Hi Alexander,
I am writing a book aimed at
Python/pyspark fluent audience for Apress (a Springer imprint) titled
"getting structured data from internet: web crawling on production
scale".
In broad crawling chapter, I am thinking about covering Frontera since this is the only open source Python based crawler out there.
Since I am familiar with Nutch 1.x which provides the ability to input the importance score of the seed urls which can be used by OPIC scoring filters. I was looking if Frontera include something similar to this right out of the box? I went through the documentation pdf but couldnt find it. It hints at this in section 3.0 crawl frontier but I didnt notice any implementations. Does the "Basic" crawling strategy discussed here https://frontera.readthedocs.io/en/latest/topics/strategies.html already does some of that?

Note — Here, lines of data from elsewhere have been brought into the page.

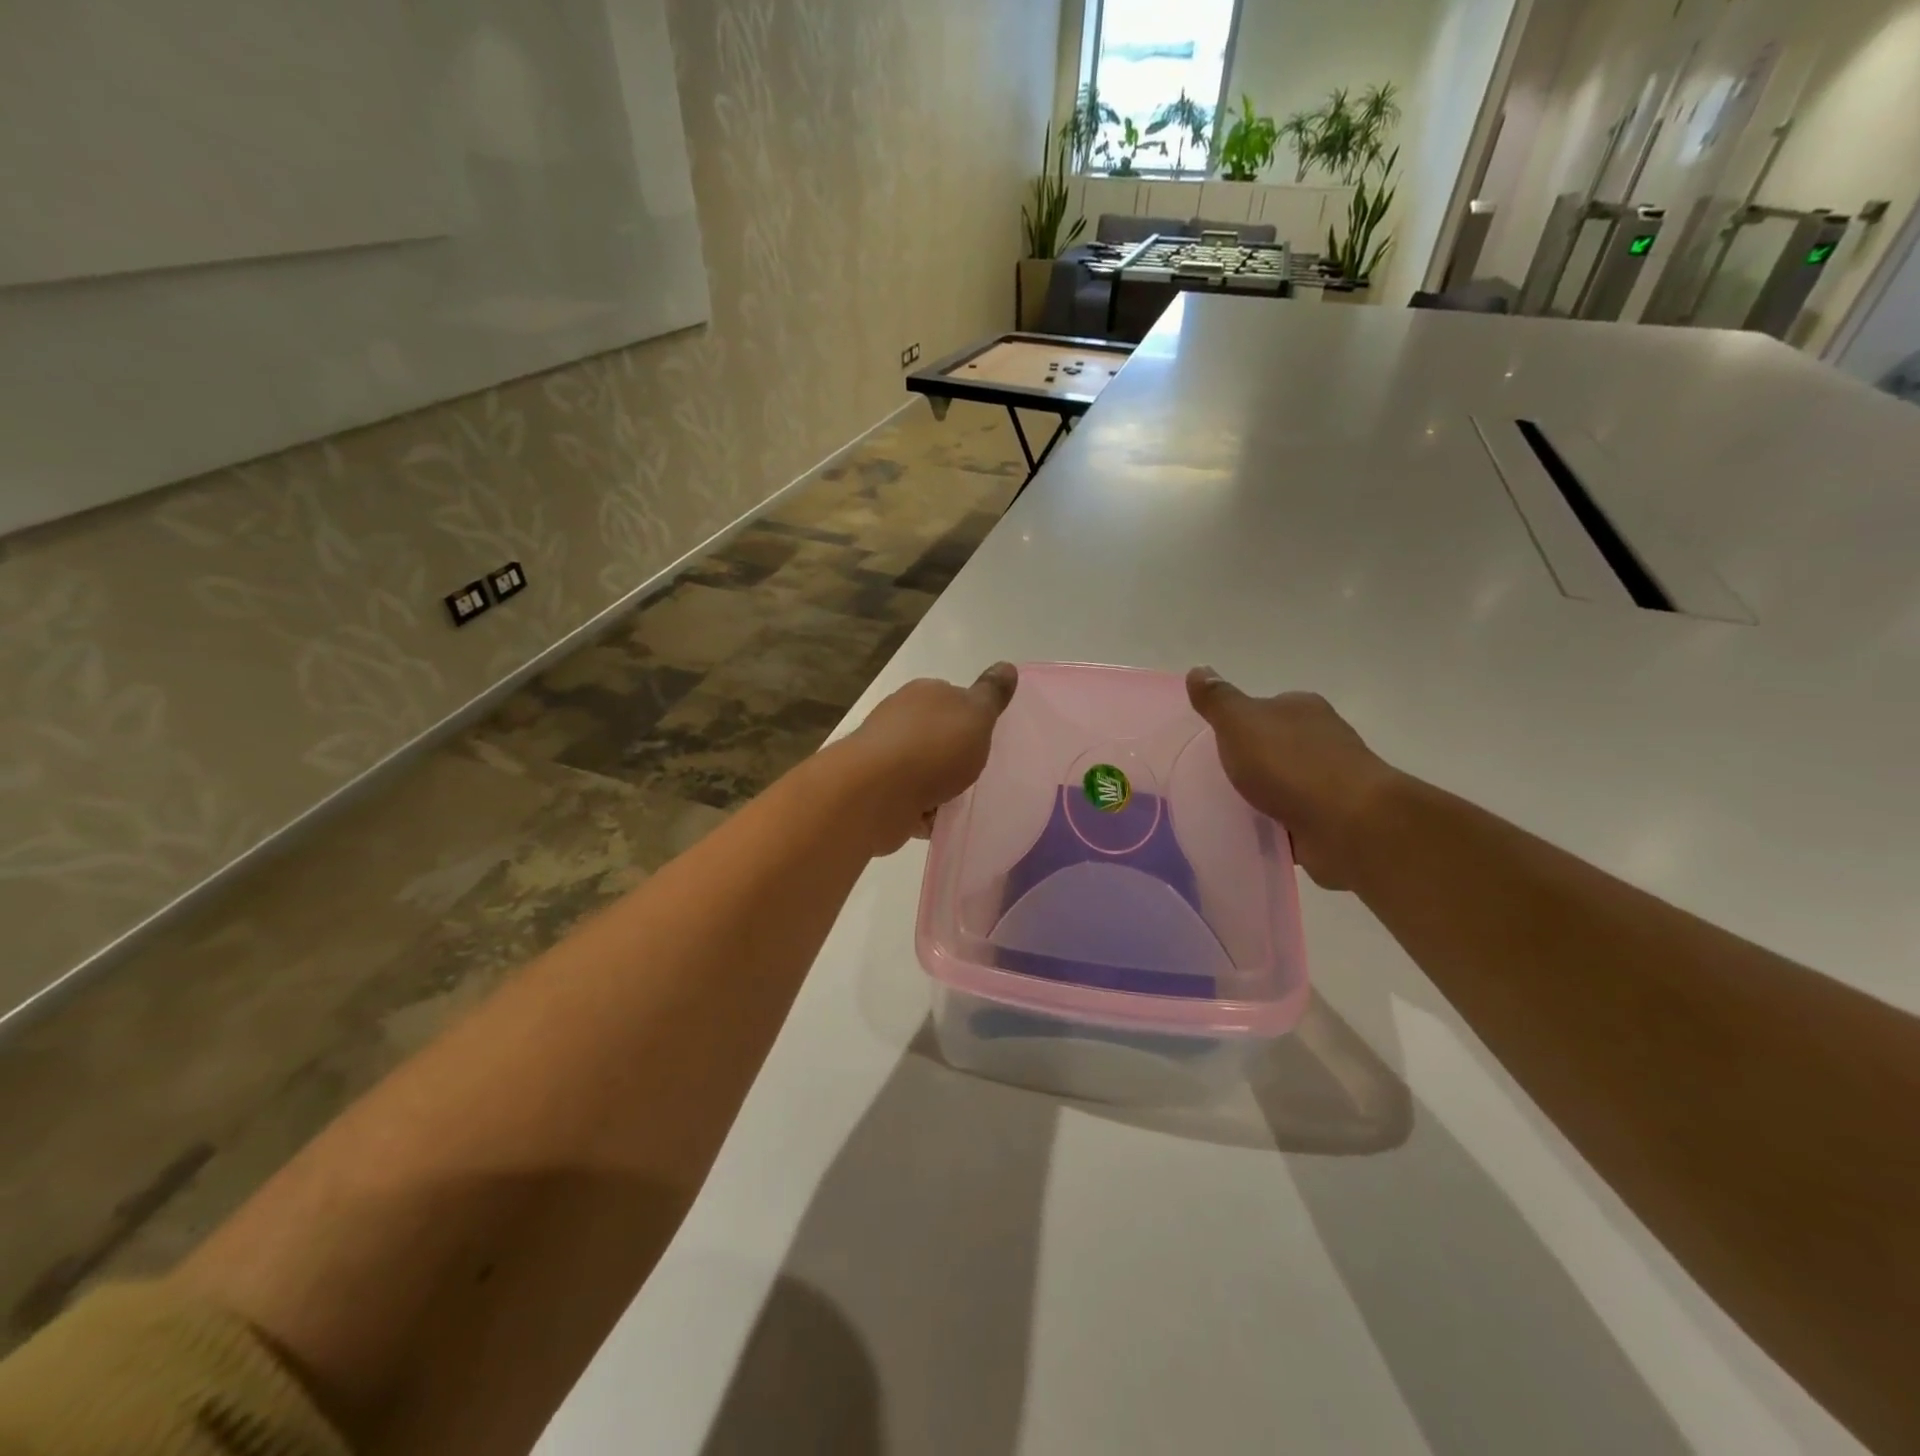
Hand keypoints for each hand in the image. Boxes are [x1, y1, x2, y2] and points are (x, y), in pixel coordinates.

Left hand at [836, 663, 1018, 853]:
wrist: (875, 793)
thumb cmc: (932, 748)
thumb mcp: (976, 715)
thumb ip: (992, 694)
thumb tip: (1007, 665)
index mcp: (923, 694)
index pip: (951, 697)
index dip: (970, 717)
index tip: (986, 737)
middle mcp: (899, 719)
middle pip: (936, 735)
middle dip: (954, 754)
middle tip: (978, 772)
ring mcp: (885, 756)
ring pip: (922, 770)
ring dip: (940, 787)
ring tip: (963, 801)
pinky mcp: (878, 791)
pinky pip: (911, 801)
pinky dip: (924, 812)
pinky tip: (939, 822)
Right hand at [1186, 668, 1399, 888]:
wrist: (1348, 824)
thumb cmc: (1290, 764)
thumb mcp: (1240, 723)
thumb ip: (1217, 700)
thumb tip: (1197, 669)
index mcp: (1302, 709)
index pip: (1268, 707)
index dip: (1242, 721)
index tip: (1217, 742)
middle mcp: (1322, 739)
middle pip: (1278, 744)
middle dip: (1253, 759)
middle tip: (1218, 776)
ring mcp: (1332, 780)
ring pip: (1288, 782)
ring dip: (1267, 793)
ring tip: (1232, 807)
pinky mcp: (1334, 818)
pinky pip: (1295, 817)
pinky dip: (1278, 824)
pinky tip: (1256, 832)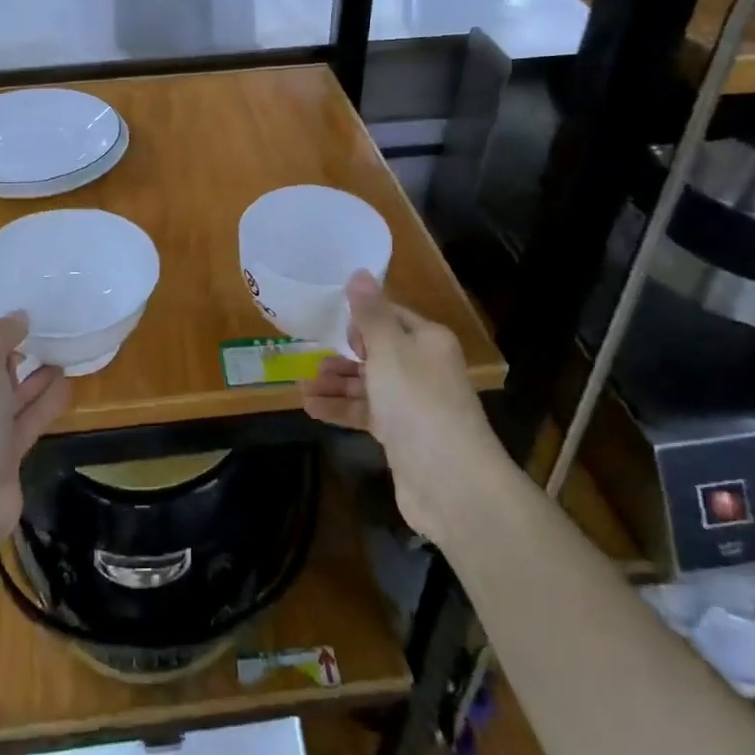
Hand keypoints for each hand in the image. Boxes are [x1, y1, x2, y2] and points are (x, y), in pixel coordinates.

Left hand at [0, 314, 70, 552]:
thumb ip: (0, 333)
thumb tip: (19, 317)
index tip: (28, 321)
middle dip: (17, 356)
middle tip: (51, 338)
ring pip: (10, 397)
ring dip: (35, 379)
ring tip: (65, 357)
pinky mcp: (1, 456)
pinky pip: (26, 421)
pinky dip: (45, 404)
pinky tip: (68, 386)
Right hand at [299, 271, 500, 543]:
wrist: (451, 482)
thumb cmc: (418, 403)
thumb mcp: (388, 350)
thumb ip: (370, 313)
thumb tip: (359, 272)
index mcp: (428, 342)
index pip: (392, 317)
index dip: (362, 318)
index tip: (331, 323)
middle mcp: (423, 368)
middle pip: (377, 352)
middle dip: (343, 355)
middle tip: (312, 359)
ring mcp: (412, 405)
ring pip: (368, 385)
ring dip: (336, 384)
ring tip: (303, 386)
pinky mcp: (401, 436)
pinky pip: (365, 413)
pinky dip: (340, 409)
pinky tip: (310, 408)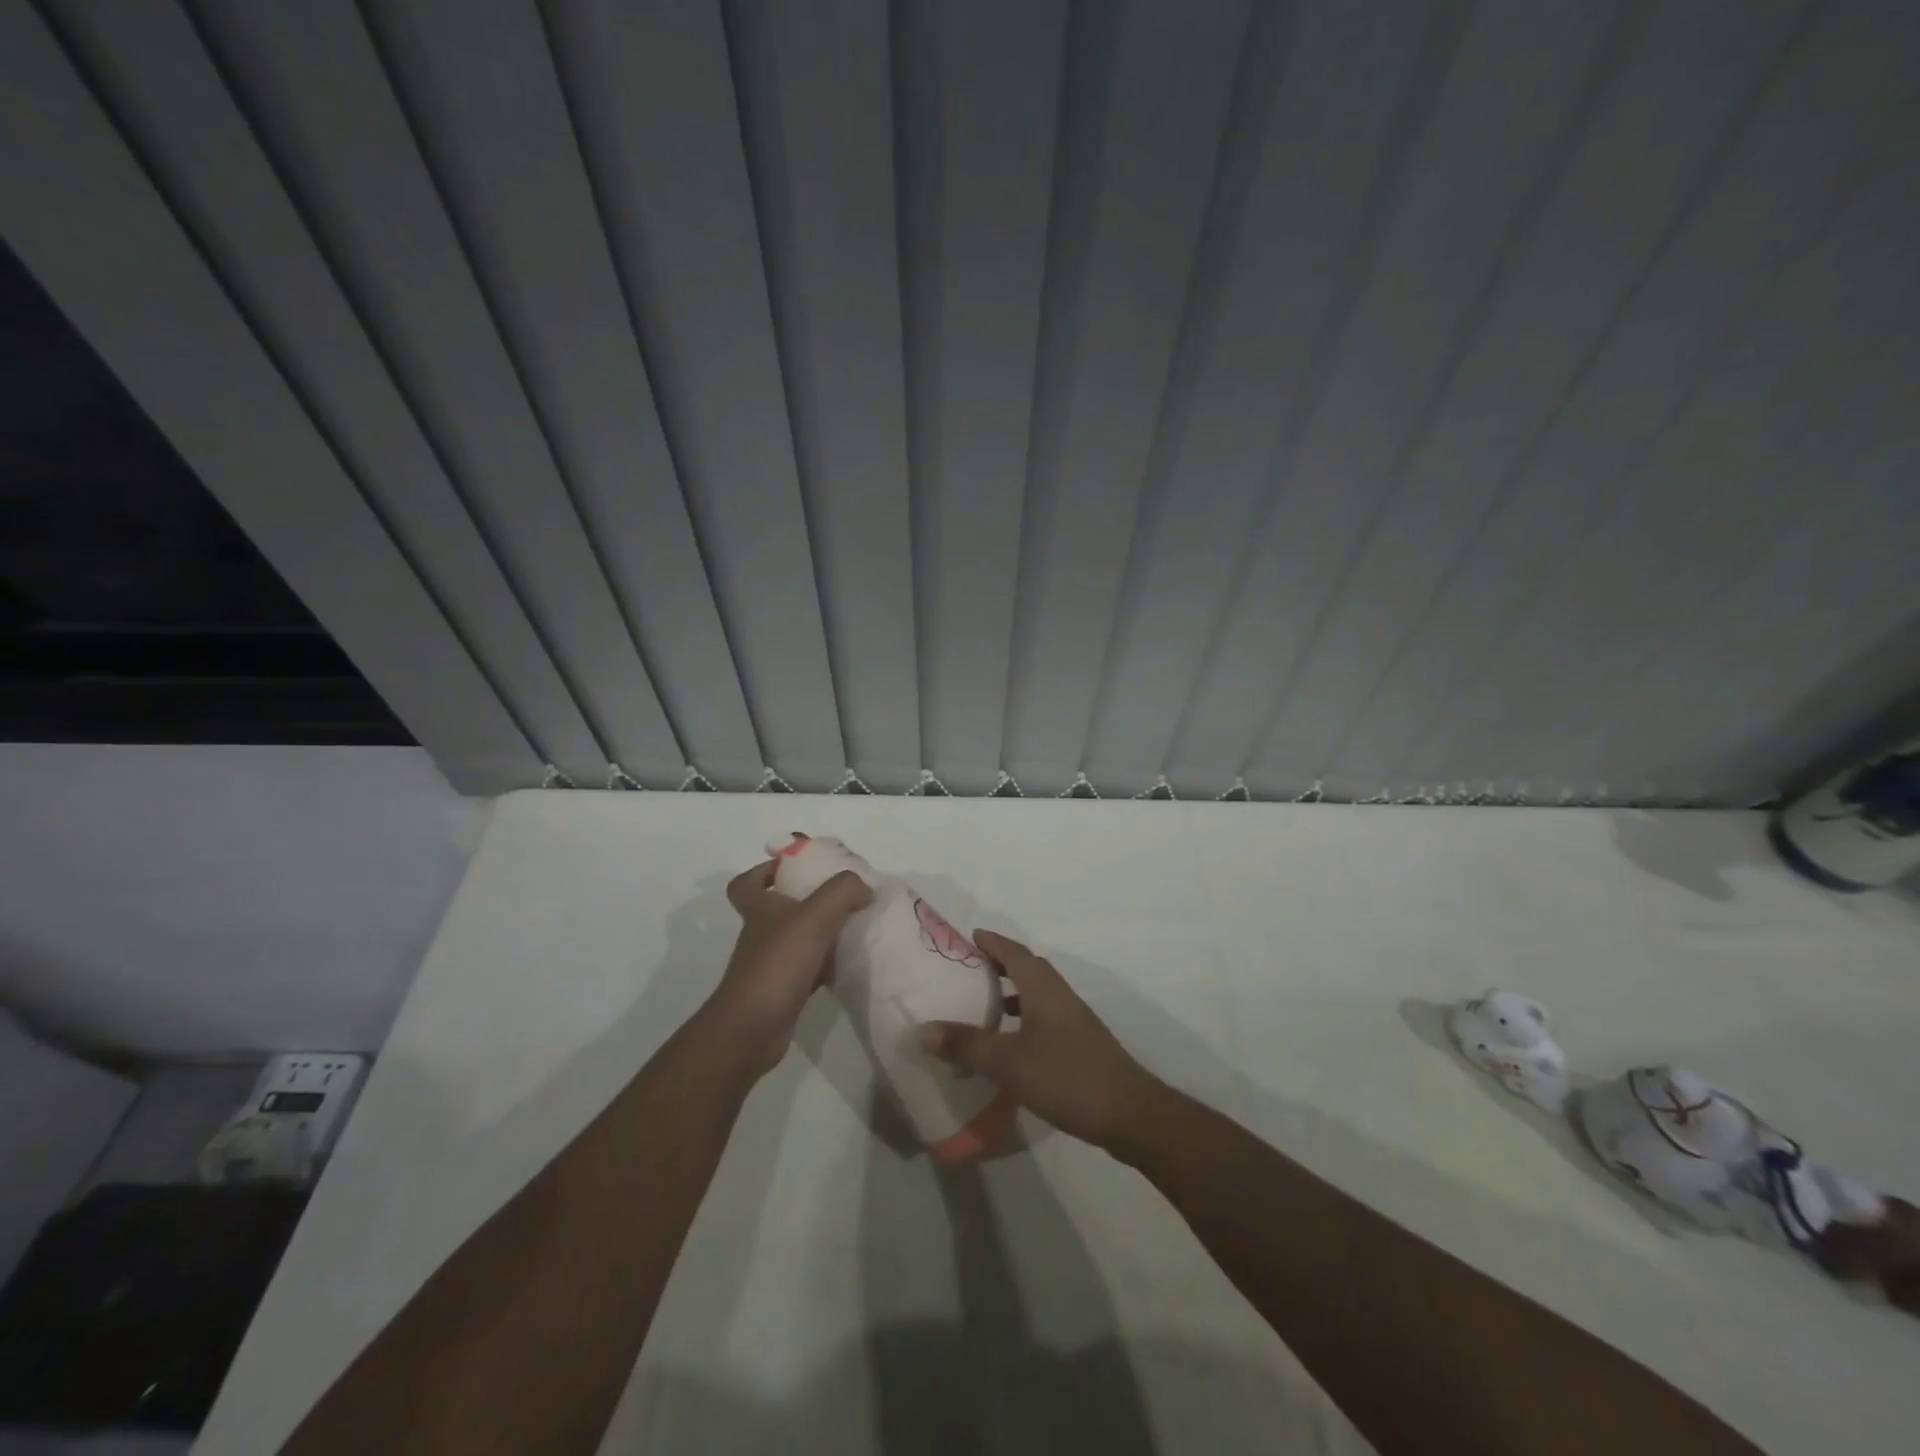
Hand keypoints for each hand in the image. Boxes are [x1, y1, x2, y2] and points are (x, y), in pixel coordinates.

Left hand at [706, 860, 871, 1077]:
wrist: (753, 1029)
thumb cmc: (778, 963)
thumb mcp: (815, 915)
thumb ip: (843, 891)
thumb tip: (864, 888)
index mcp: (760, 909)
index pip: (747, 883)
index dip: (765, 870)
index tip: (795, 868)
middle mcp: (762, 933)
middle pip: (780, 909)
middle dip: (809, 900)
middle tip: (843, 896)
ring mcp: (772, 964)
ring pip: (799, 940)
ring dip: (823, 933)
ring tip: (856, 926)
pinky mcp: (785, 990)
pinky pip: (811, 969)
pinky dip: (829, 965)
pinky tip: (852, 964)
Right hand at [919, 930, 1160, 1149]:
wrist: (1129, 1114)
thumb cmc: (1066, 1076)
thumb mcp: (1008, 1062)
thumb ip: (966, 1045)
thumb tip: (922, 1030)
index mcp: (1044, 988)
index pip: (1015, 952)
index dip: (992, 942)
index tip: (969, 937)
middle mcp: (1060, 996)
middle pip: (1027, 969)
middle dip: (999, 965)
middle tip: (967, 971)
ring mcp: (1073, 1021)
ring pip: (1036, 995)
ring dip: (1011, 994)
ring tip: (981, 1006)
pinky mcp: (1079, 1045)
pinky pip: (1043, 1018)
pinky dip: (1022, 1020)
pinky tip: (1009, 1045)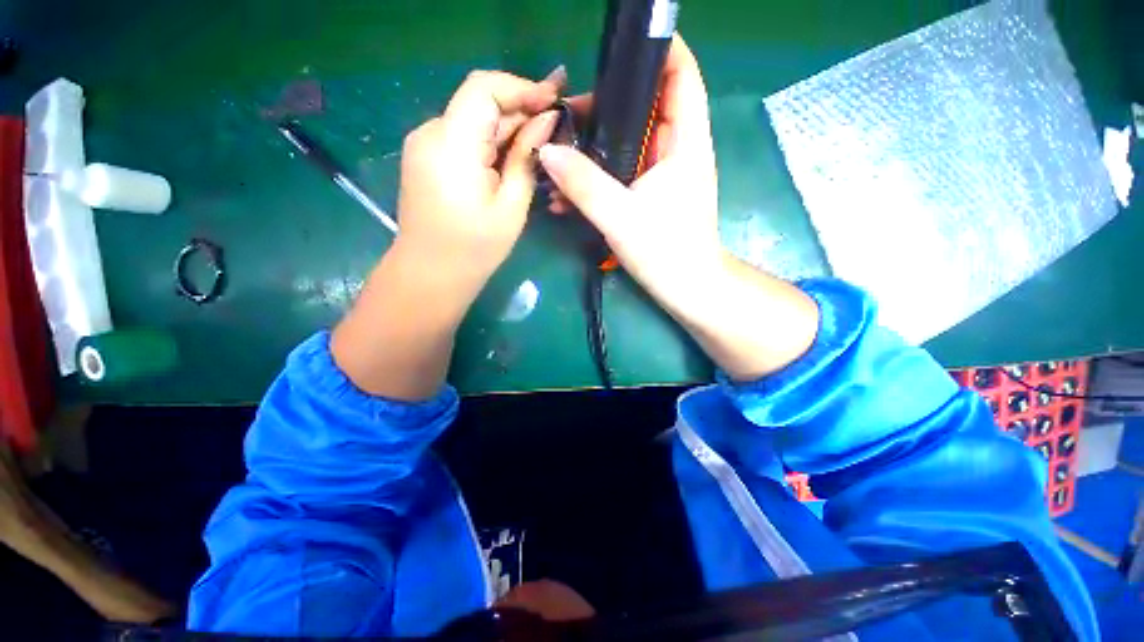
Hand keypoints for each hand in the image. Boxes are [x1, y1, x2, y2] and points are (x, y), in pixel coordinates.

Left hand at [395, 67, 565, 290]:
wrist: (431, 274)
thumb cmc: (475, 249)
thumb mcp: (511, 206)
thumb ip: (527, 158)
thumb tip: (547, 121)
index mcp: (452, 145)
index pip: (484, 88)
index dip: (522, 87)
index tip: (556, 96)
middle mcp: (431, 133)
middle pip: (479, 103)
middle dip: (521, 109)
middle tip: (558, 121)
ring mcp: (424, 145)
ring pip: (473, 120)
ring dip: (508, 127)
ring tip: (542, 141)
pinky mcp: (426, 158)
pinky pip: (463, 137)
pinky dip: (490, 141)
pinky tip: (514, 156)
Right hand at [538, 35, 722, 310]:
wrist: (687, 289)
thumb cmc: (666, 252)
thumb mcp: (619, 216)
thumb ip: (583, 183)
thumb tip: (547, 151)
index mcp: (685, 142)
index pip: (681, 75)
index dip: (659, 51)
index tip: (619, 49)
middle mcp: (678, 150)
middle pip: (645, 106)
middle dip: (604, 107)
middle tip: (565, 120)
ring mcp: (664, 173)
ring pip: (629, 141)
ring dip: (595, 146)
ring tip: (559, 158)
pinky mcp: (652, 194)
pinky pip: (624, 171)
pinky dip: (600, 174)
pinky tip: (571, 192)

As you rightly point out in your ycombinator
post, that there are large number of domain addresses out there, and the only way to create a reasonable snapshot of the web is by indexing only the most important pages from each domain. This in Nutch is being guided by their implementation of OPIC algorithm.
Using precomputed domain level harmonic centrality from open source data sources such as web data commons or common crawl, in Nutch we can assign the importance score of the seed domains itself so more webpages from a seed domains with higher score gets parsed and indexed vs from a domain with lower score.
Thanks,
Jay.